It's That Time Again

Upfront season set to kick off with Oxygen event

A sure sign of the season appeared
in media buyers' inboxes
last week: an invitation to
Oxygen Media’s upfront event on Feb. 5.

“Once the calendar turns, a young
man’s mind turns to thoughts of the upfront,
unfortunately,” says Todd Gordon,
executive VP and U.S. director for Magna
Global, the media negotiating unit for
agency conglomerate Interpublic Group.

Media buying is a 52-week-a-year business,
but the bulk of commercials are sold
during the upfront each spring. Early indications
from analysts, buyers and ad sales
executives are that this year’s upfront will
be much like last year’s, in which advertisers
committed to buy almost $9 billion
worth of ad time on broadcast and nearly
$10 billion on cable.

0121 Upfront chart

The ink was barely dry on last year’s upfront
deals when planning began in earnest
for 2013. “It doesn’t take long before
people are saying, ‘When are we going to
do planning costs?” Gordon says.

Neil Vendetti, senior VP and managing
director of national video at media
agency Zenith, says: “You maybe have
December to take a little break. And now
we’re in the heart of pre-planning and
really starting to think about our upfront
approach. It never really ends.

“We’re starting to see a few program
development meetings getting scheduled,”
Vendetti adds. “You cringe when
you see those first emails come in.”

Last year, Oxygen, part of NBCUniversal,
held its upfront event in April. This
year, the network is piggybacking its upfront
onto a launch party for The Face, its
new supermodel competition series.

The Face launches in February, “and
we wanted to have a launch party,” says
Jane Olson, senior VP of marketing and
brand strategy for Oxygen. “A lot of our
clients were really interested in it, and it
just seemed like a natural. It was close
enough to the upfront where we could
use it as an opportunity to get messaging
out about all our programming and sort
of best the crowd in the upfront space.”

The event is just part of Oxygen’s upfront
effort, which has become a yearround
strategy of providing information
to busy media buyers and planners in
their own offices as it pumps up its reputation
as a network for reaching young
female viewers.

“One of our strategies was to really
speak to our agency partners and say what
kind of information are you looking for
from us and how do you want to receive it,” Olson says. “The plan this year is really
geared at serving them up the kinds
of things they’re interested in knowing
and how we can help them be smarter
and better at their jobs and doing it in a
way that’s easy for them to digest.”

But before things get too crazy in
April and getting to parties becomes a
hassle, Oxygen hopes buyers will come
to its event at the recently reopened Marquee
nightclub in Manhattan.
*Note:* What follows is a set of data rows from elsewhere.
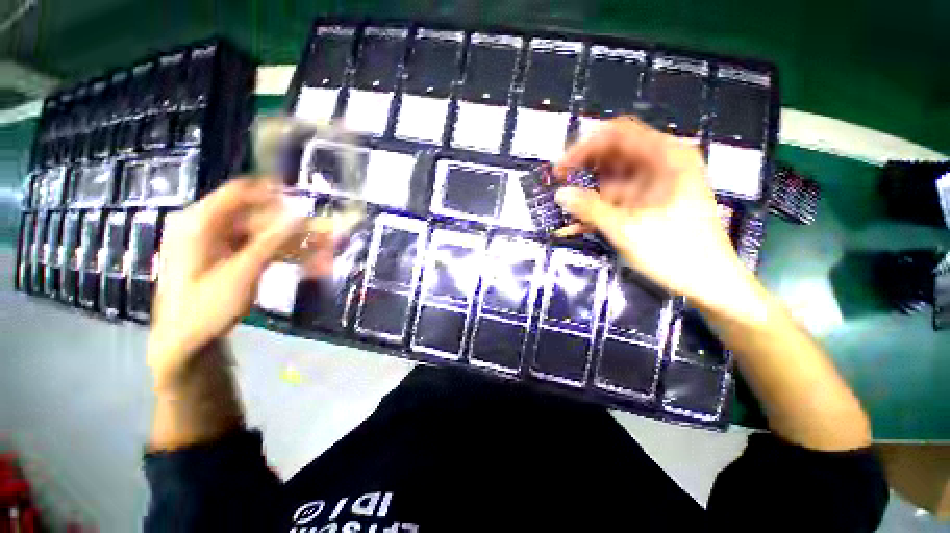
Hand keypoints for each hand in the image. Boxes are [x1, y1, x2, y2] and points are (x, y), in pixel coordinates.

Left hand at [147, 178, 326, 388]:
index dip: (273, 193)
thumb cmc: (205, 307)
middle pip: (260, 217)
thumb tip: (300, 215)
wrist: (187, 343)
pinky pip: (265, 251)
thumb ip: (271, 241)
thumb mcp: (241, 273)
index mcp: (200, 223)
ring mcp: (222, 245)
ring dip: (298, 245)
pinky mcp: (232, 259)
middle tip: (327, 235)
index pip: (239, 193)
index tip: (306, 199)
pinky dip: (289, 257)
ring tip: (327, 256)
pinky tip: (313, 267)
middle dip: (296, 227)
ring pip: (268, 235)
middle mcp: (211, 228)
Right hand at [554, 117, 752, 309]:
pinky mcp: (649, 202)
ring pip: (612, 177)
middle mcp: (662, 164)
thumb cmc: (676, 253)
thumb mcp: (627, 229)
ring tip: (568, 209)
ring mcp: (655, 183)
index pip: (617, 134)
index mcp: (666, 157)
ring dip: (589, 192)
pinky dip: (599, 208)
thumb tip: (560, 194)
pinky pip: (618, 197)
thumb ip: (590, 209)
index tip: (561, 168)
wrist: (709, 282)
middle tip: (560, 185)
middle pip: (613, 153)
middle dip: (584, 169)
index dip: (584, 147)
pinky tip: (579, 224)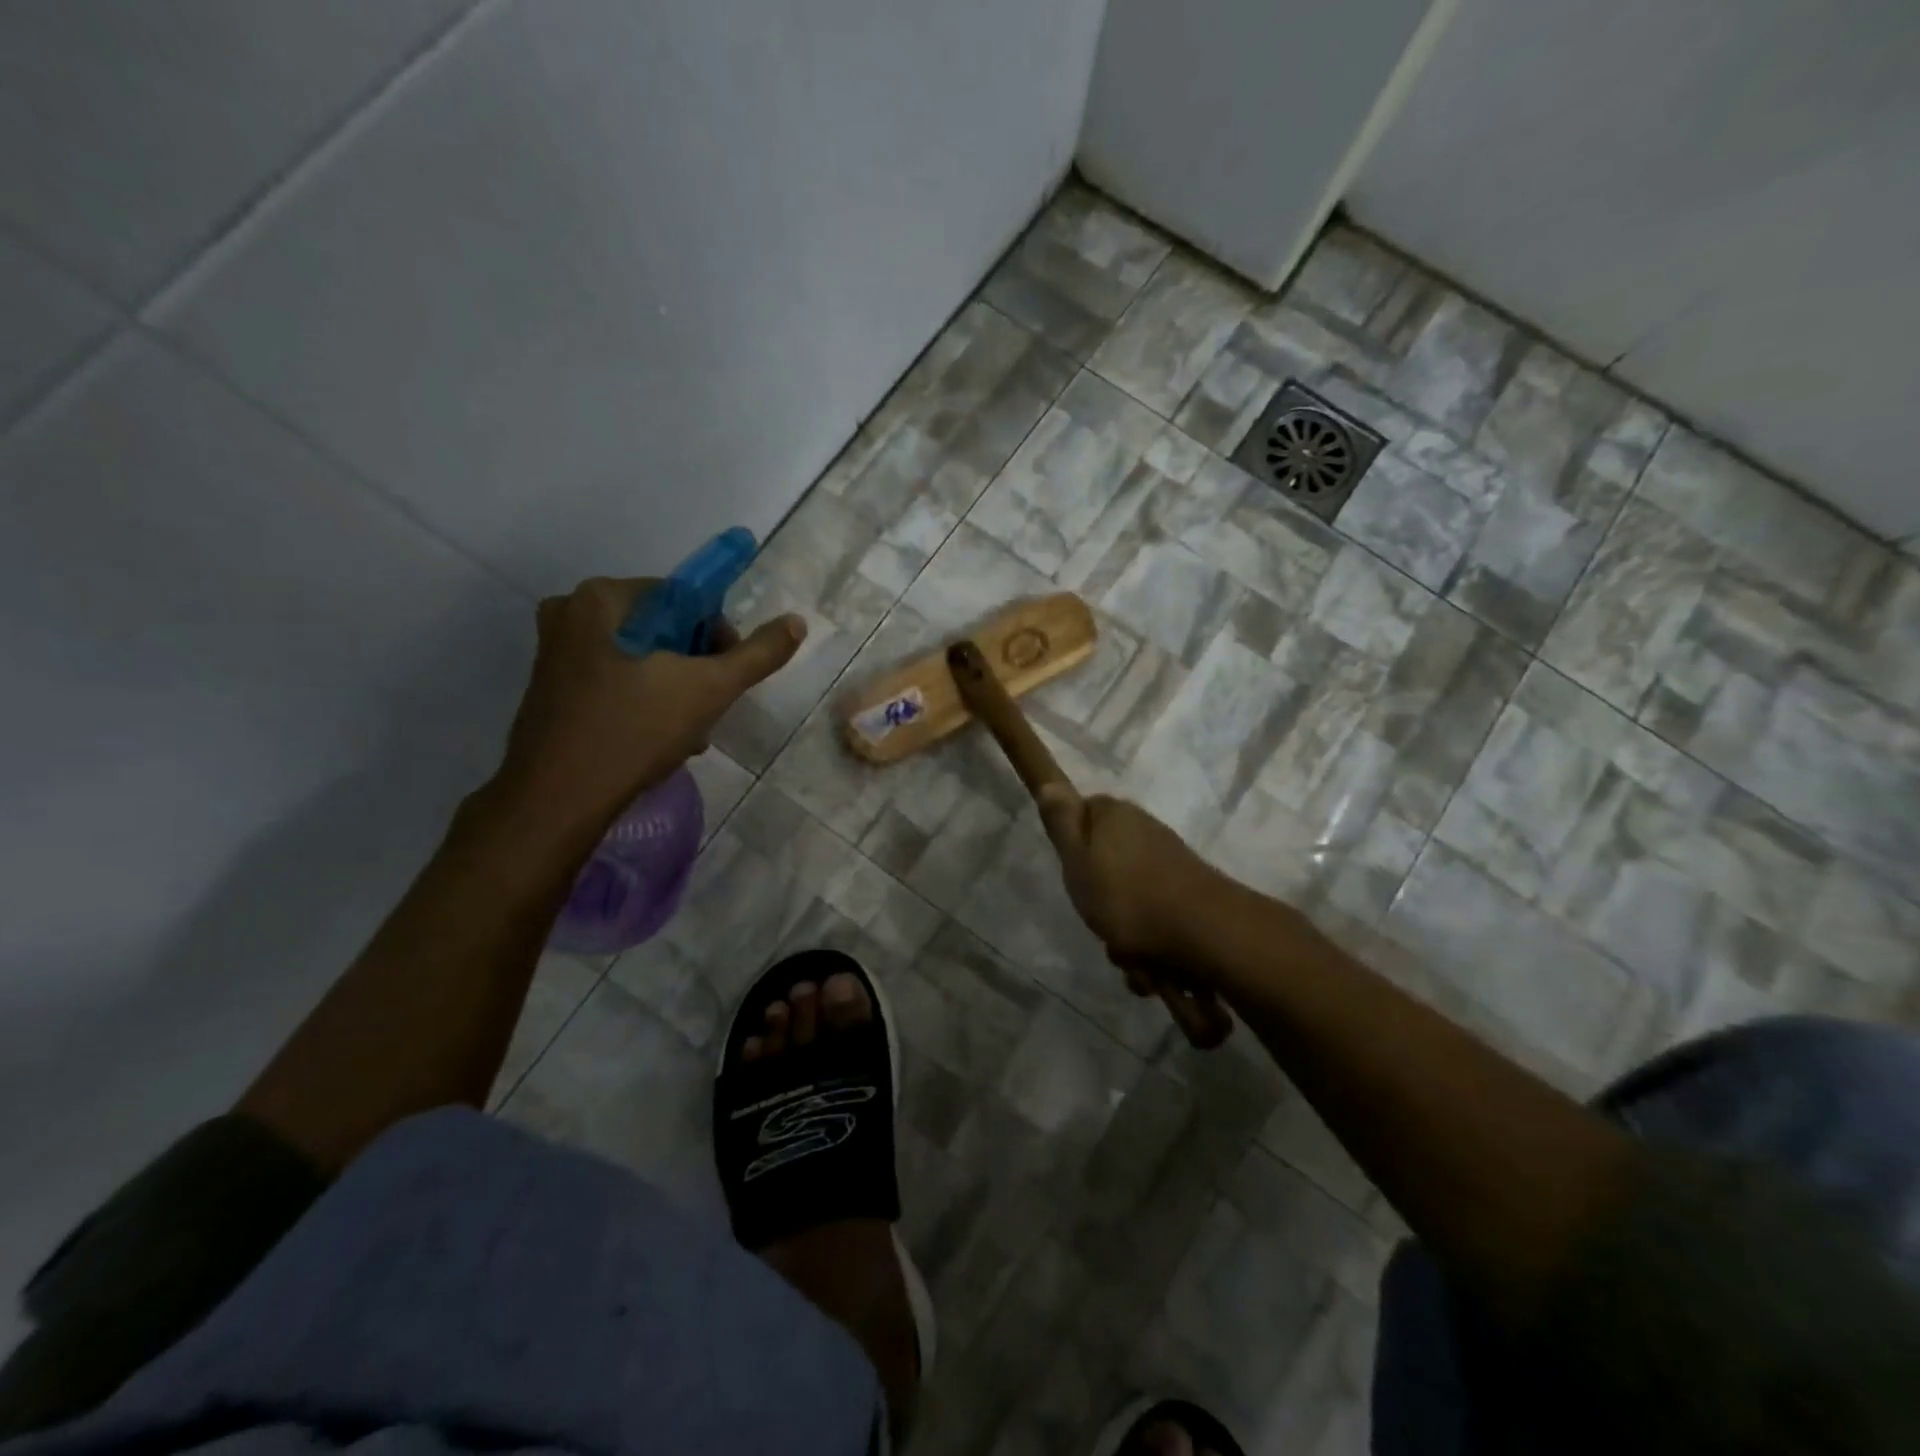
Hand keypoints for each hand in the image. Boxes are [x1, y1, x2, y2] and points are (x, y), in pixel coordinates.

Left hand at [490, 576, 804, 836]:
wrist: (557, 801)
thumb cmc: (633, 731)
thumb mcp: (709, 689)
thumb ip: (757, 654)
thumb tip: (796, 621)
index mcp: (602, 598)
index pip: (684, 598)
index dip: (718, 636)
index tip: (728, 677)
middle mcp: (571, 613)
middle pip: (663, 629)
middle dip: (696, 668)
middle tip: (711, 708)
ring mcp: (556, 653)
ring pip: (641, 659)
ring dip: (675, 690)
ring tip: (690, 733)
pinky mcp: (553, 690)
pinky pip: (616, 681)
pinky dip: (644, 702)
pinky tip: (660, 739)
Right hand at [1035, 786, 1224, 968]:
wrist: (1206, 933)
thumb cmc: (1128, 897)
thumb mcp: (1077, 861)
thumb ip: (1061, 823)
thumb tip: (1049, 778)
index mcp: (1114, 814)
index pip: (1082, 813)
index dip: (1072, 843)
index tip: (1071, 871)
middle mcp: (1143, 828)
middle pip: (1106, 860)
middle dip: (1099, 899)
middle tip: (1097, 920)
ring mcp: (1169, 860)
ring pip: (1130, 895)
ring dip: (1124, 932)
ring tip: (1128, 955)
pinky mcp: (1188, 890)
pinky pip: (1155, 916)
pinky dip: (1149, 943)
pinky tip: (1151, 966)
On hand
will be The Face model-coaches Naomi
Campbell, Karolína Kurková and Coco
Rocha, plus a lot of folks from the fashion
world, given that Fashion Week
kicks off two days later, on Feb. 7. Personalities
from other
Oxygen shows will also
attend. “It will be a big
red carpet,” Olson says.

It might be early
to try to forecast how
this year’s upfront will
play out, but Pivotal
Research analyst Brian
Wieser, a former agency
forecaster, is willing
to take a shot. After
surviving the fiscal cliff threat, which
would have negatively impacted the
media business, advertisers are roughly
in the same place as they were last year,
Weiser says.

“I think the only difference is that
advertisers have a hair trigger on their
decision-making,” he says. “That means
nobody’s really going to know scatter
till the last possible minute. But when it
comes to the upfront, it’s the opposite.
They’re convinced they need to commit,
so they commit.”

That means, like last year, most budgets
will continue to be brought forward
in the upfront marketplace.

“If everything plays out as it has historically,
my benchmark is to assume it will
be about a flat market for network TV,”
Wieser says. And "at market suggests
high single-digit price increases for the
broadcast net with the most inventory.

“As long as the economy continues
to create brands that differentiate
themselves on the basis of awareness
of unique attributes, there will be new
advertisers that disproportionately
value broadcast network
reach. And always, the most efficient way to satisfy that goal
will be packages of network
TV inventory,” Wieser says.

That same dynamic should
mean more money heading to
cable from big advertisers who
use it to satisfy or supplement
their reach goals; they need to
balance flat budgets with the
fact that network TV continues
to rise in pricing, Wieser notes.

Zenith’s Vendetti says he is
anticipating moderate volume
growth in the upfront. “The media
and ad economy is a little
bit insulated from the general economy,
and one of the toughest things in a lot of
cases to explain to clients,” he says.

Key issues that might affect negotiation
include the growing impact of
digital video and measurement issues.

Digital video has become more important
as traditional TV ratings decline on
mobile devices. “I think that if you are
willing to keep your options open and
willing to play the market, then there’s
plenty of eyeballs to find and plenty of
value to be had,” Magna’s Gordon says.

Zenith expects to pay one price
for eyeballs, wherever they’re watching.
“Our point of view is, we have
established pricing based on our TV
deals, and that’s the established rate
for putting an ad in that content, and
we’re looking for pricing parity across
screens,” Vendetti says.

Networks will also be looking to
monetize more delayed DVR viewing
by switching to the C7 metric, which
counts commercial viewing up to seven
days after air.

“For advertisers who might not
change their copy out, might not have a
retail message, or might not be trying to
drive people based on a time-sensitive
event, then I think C7 is definitely a
discussion that should be happening.
We’ve had those discussions with clients
since the advent of C3,” Vendetti
says. “But I think it’s obviously not a
one-size-fits-all situation, and the vendors
I’ve spoken to understand that.”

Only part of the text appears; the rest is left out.